I know my husband has his own perspective on how exhausting this season is. He is the one actually doing all of these things.
Meanwhile, I’m over here in my own little world… slowly falling apart.
We were having a conversation the other day about a meltdown that I had — fueled by lack of sleep and the feeling that I was taking care of the kids and home alone.
In the midst of that meltdown, I muttered that I was doing all night by myself and then all day by myself, with no end in sight. And honestly, that is what it felt like.
The baby was up teething all night.
The one-year-old was crying for snuggles and milk.
At one point, the five-year-old ended up in my bed.
Ironically, the only one who slept through the night was the three-year-old — the child I usually struggle to keep asleep on any other given night.
Anyways… back to the meltdown.
My husband got home at 2 a.m. and crashed — which was wonderful. I am grateful he was home and able to get some rest.
When everyone woke up for the day, I quietly slipped out of the room with the baby and shut the door behind me. I was tired and cranky, but I was doing my best to keep the peace with coffee in hand. My husband was even able to sleep until 10 a.m., which was much longer than expected with a house full of rambunctious boys.
But when he did wake up, he immediately needed to start working on school assignments.
At that exact moment:
– The baby started crying.
-The other three joined in.
-I had just started prepping applesauce because our apples were about to go bad.
And my mind just lost its sense of direction.
In that moment, I went into fight-or-flight mode. Unfortunately, for me, both modes result in one thing: anger.
After that specific meltdown, my husband and I talked about Scripture and how my reaction related to it.
What he said — though painful — was something the Lord had already been whispering to me two days earlier.
He pulled up Luke 6:43–45:
“For no good tree bears bad fruit, nor again does a bad tree bear good fruit, for each tree is known by its own fruit. For figs are not gathered from thorn bushes, nor are grapes picked from a bramble bush. The good person out of the good treasure of his heart produces good, and the evil person out of his evil treasure produces evil, for out of the abundance of the heart his mouth speaks.”
It hit me like a brick.
What was coming out of my fight-or-flight response was ugly. It was sinful. And that meant the abundance of my heart was not good.
But why?
How could I respond this way when I want to serve and seek Him? I want to love the Lord and show my children this daily — and yet, in these moments, I am doing the complete opposite.

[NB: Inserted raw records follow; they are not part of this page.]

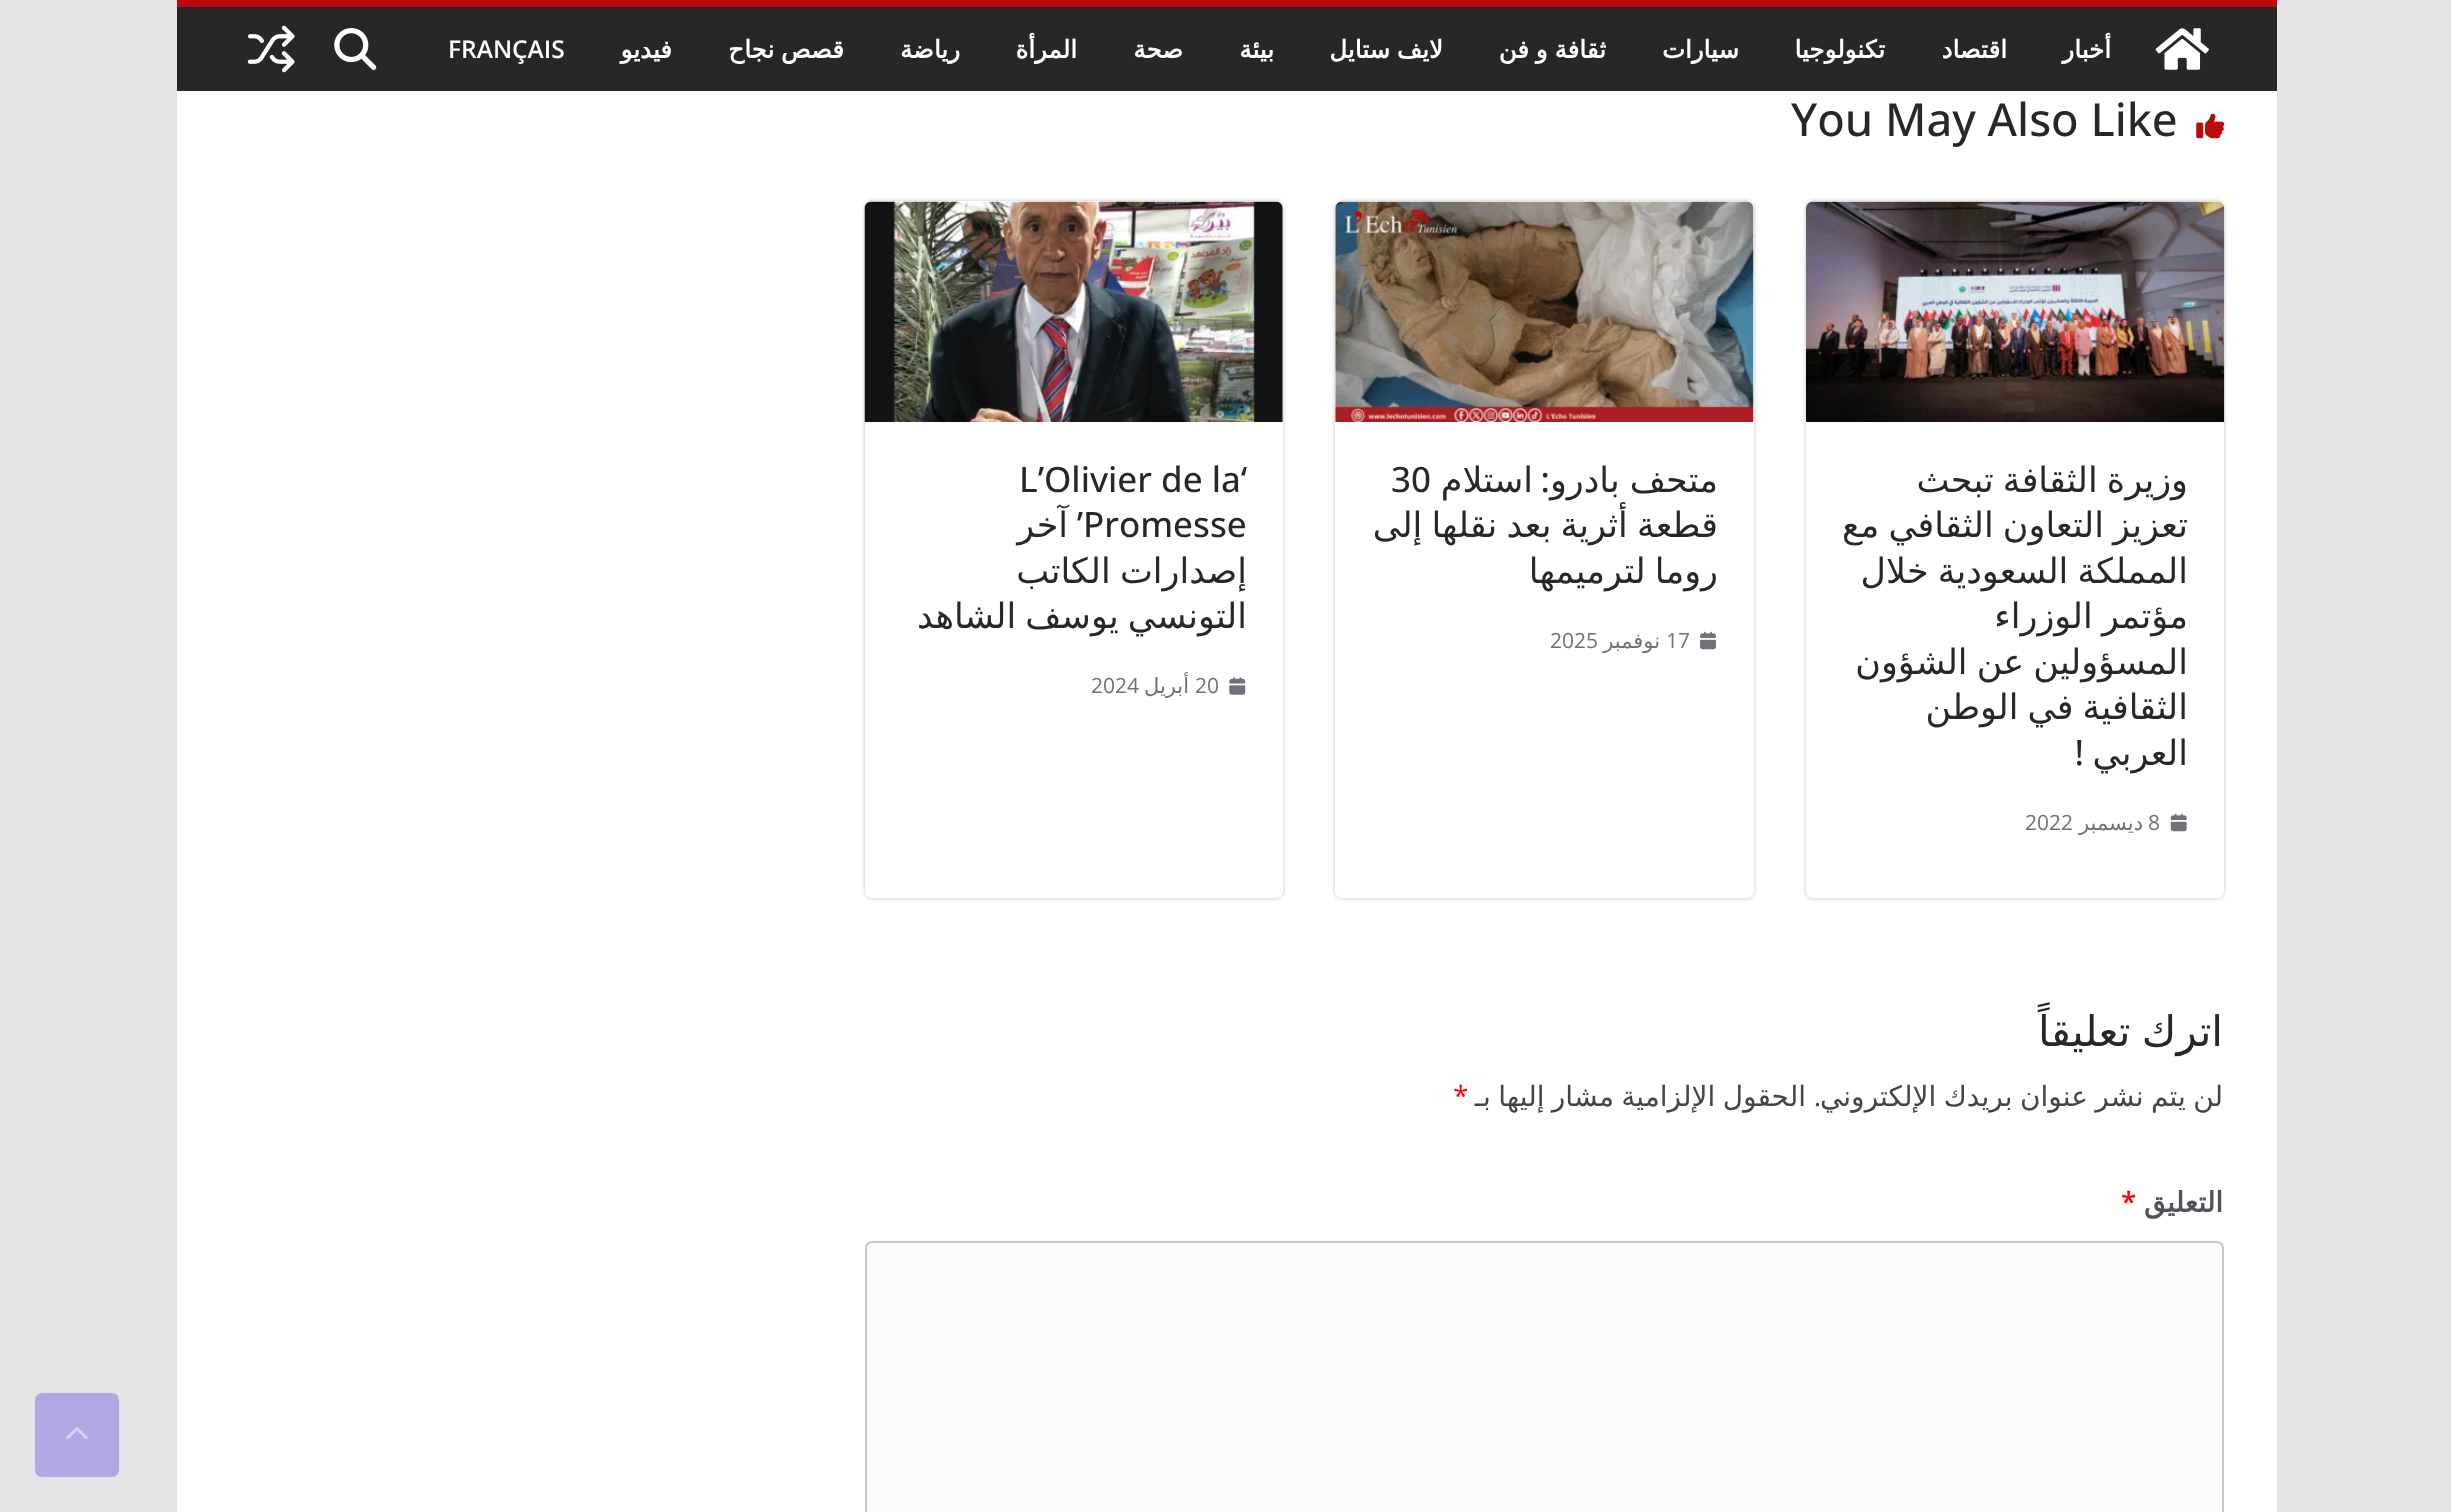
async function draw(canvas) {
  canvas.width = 2451;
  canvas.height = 1512;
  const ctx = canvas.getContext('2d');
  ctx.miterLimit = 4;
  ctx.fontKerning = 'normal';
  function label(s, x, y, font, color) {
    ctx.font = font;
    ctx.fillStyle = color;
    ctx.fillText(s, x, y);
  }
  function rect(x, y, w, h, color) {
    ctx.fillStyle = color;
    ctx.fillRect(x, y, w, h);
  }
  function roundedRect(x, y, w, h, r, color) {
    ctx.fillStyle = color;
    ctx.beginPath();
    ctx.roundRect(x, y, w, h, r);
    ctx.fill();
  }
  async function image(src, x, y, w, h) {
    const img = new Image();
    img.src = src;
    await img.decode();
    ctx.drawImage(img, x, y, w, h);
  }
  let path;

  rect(0, 0, 2451, 1512, '#e4e4e7');
  rect(177, 7, 2100, 84, '#27272a');
  rect(177, 0, 2100, 7, '#ba0a0c');
  await image('assets/img1.png', 2155, 28, 54, 42);
  ctx.direction = 'rtl';
  label('أخبار', 2111, 58, 'bold 24.5px DejaVu Sans', '#fff');
  label('اقتصاد', 2007, 58, 'bold 24.5px DejaVu Sans', '#fff');
  label('تكنولوجيا', 1885, 58, 'bold 24.5px DejaVu Sans', '#fff');
  label('سيارات', 1739, 58, 'bold 24.5px DejaVu Sans', '#fff');
  ctx.wordSpacing = '-1px';
  label('ثقافة و فن', 1606, 58, 'bold 24.5px DejaVu Sans', '#fff');
  label('لايف ستايل', 1443, 58, 'bold 24.5px DejaVu Sans', '#fff');
  ctx.wordSpacing = '0px';
  label('بيئة', 1274, 58, 'bold 24.5px DejaVu Sans', '#fff');
  label('صحة', 1183, 58, 'bold 24.5px DejaVu Sans', '#fff');
  label('المرأة', 1077, 58, 'bold 24.5px DejaVu Sans', '#fff');
  label('رياضة', 960, 58, 'bold 24.5px DejaVu Sans', '#fff');
  ctx.wordSpacing = '-1px';
  label('قصص نجاح', 844, 58, 'bold 24.5px DejaVu Sans', '#fff');
  ctx.wordSpacing = '0px';
  label('فيديو', 672, 58, 'bold 24.5px DejaVu Sans', '#fff');
  ctx.direction = 'ltr';
  label('FRANÇAIS', 448, 58, '600 24.5px Open Sans', '#fff');
  await image('assets/img2.png', 334, 28, 43, 42);
  await image('assets/img3.png', 247, 25, 48, 48);
  rect(177, 91, 2100, 1421, '#fff');
  await image('assets/img4.png', 2196, 113, 29, 26);
  label('You May Also Like', 1791, 136, '500 45.5px Open Sans', '#27272a');
  ctx.save();
  path = new Path2D('M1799 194H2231V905H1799ZM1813 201H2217C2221 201 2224 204 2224 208V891C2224 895 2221 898 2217 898H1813C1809 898 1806 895 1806 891V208C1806 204 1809 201 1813 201Z');
  ctx.clip(path, 'evenodd');
  ctx.fillStyle = '#0000003d';
  ctx.filter = 'blur(2px)';
  ctx.beginPath();
  ctx.roundRect(1806, 201, 418, 697, 7);
  ctx.fill();
  ctx.filter = 'none';
  ctx.restore();
  await image('assets/img5.png', 1806, 201, 419, 221);
  ctx.wordSpacing = '-2px';
  ctx.direction = 'rtl';
  label('وزيرة الثقافة تبحث', 2188, 492, '35px DejaVu Sans', '#27272a');
  label('تعزيز التعاون الثقافي مع', 2188, 537, '35px DejaVu Sans', '#27272a');
  label('المملكة السعودية خلال', 2188, 583, '35px DejaVu Sans', '#27272a');
  label('مؤتمر الوزراء', 2188, 628, '35px DejaVu Sans', '#27272a');
  label('المسؤولين عن الشؤون', 2188, 674, '35px DejaVu Sans', '#27272a');
  label('الثقافية في الوطن', 2188, 719, '35px DejaVu Sans', '#27272a');
  ctx.wordSpacing = '0px';
  label('العربي', 2188, 765, '35px DejaVu Sans', '#27272a');
  label('!', 2084, 765, '500 35px Open Sans', '#27272a');
  await image('assets/img6.png', 2170, 813, 17, 19);
  ctx.direction = 'ltr';
  label('8', 2148, 830, '21px Open Sans', '#71717a');
  ctx.direction = 'rtl';
  label('ديسمبر', 2143, 830, '21px DejaVu Sans', '#71717a');
  ctx.direction = 'ltr';
  label('2022', 2025, 830, '21px Open Sans', '#71717a');
  ctx.save();
  path = new Path2D('M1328 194H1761V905H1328ZM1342 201H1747C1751 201 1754 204 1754 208V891C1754 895 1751 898 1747 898H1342C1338 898 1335 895 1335 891V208C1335 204 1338 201 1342 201Z');
  ctx.clip(path, 'evenodd');
  ctx.fillStyle = '#0000003d';
  ctx.filter = 'blur(2px)';
  ctx.beginPath();
  ctx.roundRect(1335, 201, 419, 697, 7);
  ctx.fill();
  ctx.filter = 'none';
  ctx.restore();
  await image('assets/img7.png', 1335, 201, 419, 221);
  ctx.wordSpacing = '-1px';
  ctx.direction = 'rtl';
  label('متحف بادرو', 1718, 492, '35px DejaVu Sans', '#27272a');
  ctx.wordSpacing = '0px';
  label(':', 1550, 492, '500 35px Open Sans', '#27272a');
  label('استلام', 1533, 492, '35px DejaVu Sans', '#27272a');
  ctx.direction = 'ltr';
  label('30', 1391, 492, '500 35px Open Sans', '#27272a');
  ctx.wordSpacing = '-2px';
  ctx.direction = 'rtl';
  label('قطعة أثرية بعد نقلها إلى', 1718, 537, '35px DejaVu Sans', '#27272a');
  label('روما لترميمها', 1718, 583, '35px DejaVu Sans', '#27272a');
  await image('assets/img8.png', 1700, 631, 16, 19);
  ctx.wordSpacing = '0px';
  ctx.direction = 'ltr';
  label('17', 1666, 648, '21px Open Sans', '#71717a');
  ctx.direction = 'rtl';
  label('نوفمبر', 1660, 648, '21px DejaVu Sans', '#71717a');
  ctx.direction = 'ltr';
  label('2025', 1550, 648, '21px Open Sans', '#71717a');
  ctx.save();
  path = new Path2D('M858 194H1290V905H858ZM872 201H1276C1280 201 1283 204 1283 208V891C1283 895 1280 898 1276 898H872C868 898 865 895 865 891V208C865 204 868 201 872 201Z');
  ctx.clip(path, 'evenodd');
  ctx.fillStyle = '#0000003d';
  ctx.filter = 'blur(2px)';
  ctx.beginPath();
  ctx.roundRect(865, 201, 418, 697, 7);
  ctx.fill();
  ctx.filter = 'none';
  ctx.restore();
  await image('assets/img9.png', 864, 201, 419, 221);
  label('L’Olivier de la‘', 1019, 492, '500 35px Open Sans', '#27272a');
  label('Promesse', 1083, 537, '500 35px Open Sans', '#27272a');
  ctx.direction = 'rtl';
  label('’', 1083, 537, '500 35px Open Sans', '#27272a');
  label('آخر', 1068, 537, '35px DejaVu Sans', '#27272a');
  ctx.wordSpacing = '-2px';
  label('إصدارات الكاتب', 1247, 583, '35px DejaVu Sans', '#27272a');
  label('التونسي يوسف الشاهد', 1247, 628, '35px DejaVu Sans', '#27272a');
  await image('assets/img10.png', 1229, 677, 17, 18);
  ctx.wordSpacing = '0px';
  ctx.direction = 'ltr';
  label('20', 1195, 693, '21px Open Sans', '#71717a');
  ctx.direction = 'rtl';
  label('أبريل', 1189, 693, '21px DejaVu Sans', '#71717a');
  ctx.direction = 'ltr';
  label('2024', 1091, 693, '21px Open Sans', '#71717a');
  ctx.wordSpacing = '-2px';
  ctx.direction = 'rtl';
  label('اترك تعليقاً', 2223, 1046, '42px DejaVu Sans', '#27272a');
  ctx.wordSpacing = '-1.5px';
  label('لن يتم نشر عنوان بريدك الإلكتروني', 2223, 1106, '28px DejaVu Sans', '#444');
  ctx.wordSpacing = '0px';
  label('.', 1821, 1106, '28px Open Sans', '#444');
  ctx.wordSpacing = '-1.5px';
  label('الحقول الإلزامية مشار إليها بـ', 1806, 1106, '28px DejaVu Sans', '#444');
  ctx.wordSpacing = '0px';
  ctx.direction = 'ltr';
  label('*', 1453, 1106, '28px Open Sans', '#f00');
  ctx.direction = 'rtl';
  label('التعليق', 2223, 1212, 'bold 28px DejaVu Sans', '#52525b');
  ctx.direction = 'ltr';
  label('*', 2121, 1212, '600 28px Open Sans', '#f00');
  ctx.fillStyle = '#fcfcfc';
  ctx.beginPath();
  ctx.roundRect(866, 1242, 1357, 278, 6);
  ctx.fill();
  ctx.strokeStyle = '#c7c7c7';
  ctx.lineWidth = 2;
  ctx.stroke();
  roundedRect(35, 1393, 84, 84, 7, '#b3a7e3');
  await image('assets/img11.png', 66, 1427, 22, 12);
}

draw(document.querySelector('canvas'));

I had to meditate on this.
I mentioned to my husband that the day before, James 3:10–12 stood out to me — and this conversation only reinforced it.
The next day, I dove deep into these passages. I truly wanted to understand why my heart was producing such harsh responses.
Usually, when I pray for forgiveness, I turn to Psalm 139:23–24:
“Search me, O God, and know my heart! Try me and know my thoughts! And see if there be any grievous way in me, and lead me in the way everlasting!”
That day, my prayer shifted. I asked Him to search me and show me the abundance of my heart.
And He did.
As I prayed, I was reminded of Luke 11:34–36:
“Your eye is the lamp of your body. When your eye is healthy, your whole body is full of light, but when it is bad, your body is full of darkness. Therefore be careful lest the light in you be darkness. If then your whole body is full of light, having no part dark, it will be wholly bright, as when a lamp with its rays gives you light.”
I began to think about the things that I consume through my eyes — relationships, TV, books, social media.
What fills us will eventually spill out.
If we consume things that are negative, impure, or unhelpful, that becomes the abundance of our heart. And that is what will surface in moments of pressure or in these moments of fight-or-flight.
We have to focus on what is pure.
Even if something isn’t inherently bad, if it isn’t edifying, it can still shape our hearts in ways we do not even fully realize.
Philippians 4:8–9:
“Finally, brothers, whatever is true, whatever is honorable, whatever is just, whatever is pure, whatever is lovely, whatever is commendable, if there is any excellence, if there is anything worthy of praise, think about these things. What you have learned and received and heard and seen in me — practice these things, and the God of peace will be with you.”
Especially in difficult seasons, we must be intentional about what we are feeding our hearts.
In this season, I am learning that exhaustion might be why I go into fight-or-flight — but it does not excuse the overflow of my heart.
If blessing and cursing are coming from the same mouth, something else is going on deeper and needs attention.
And the first thing that needs to be reflected on is what I am allowing my eyes to consume.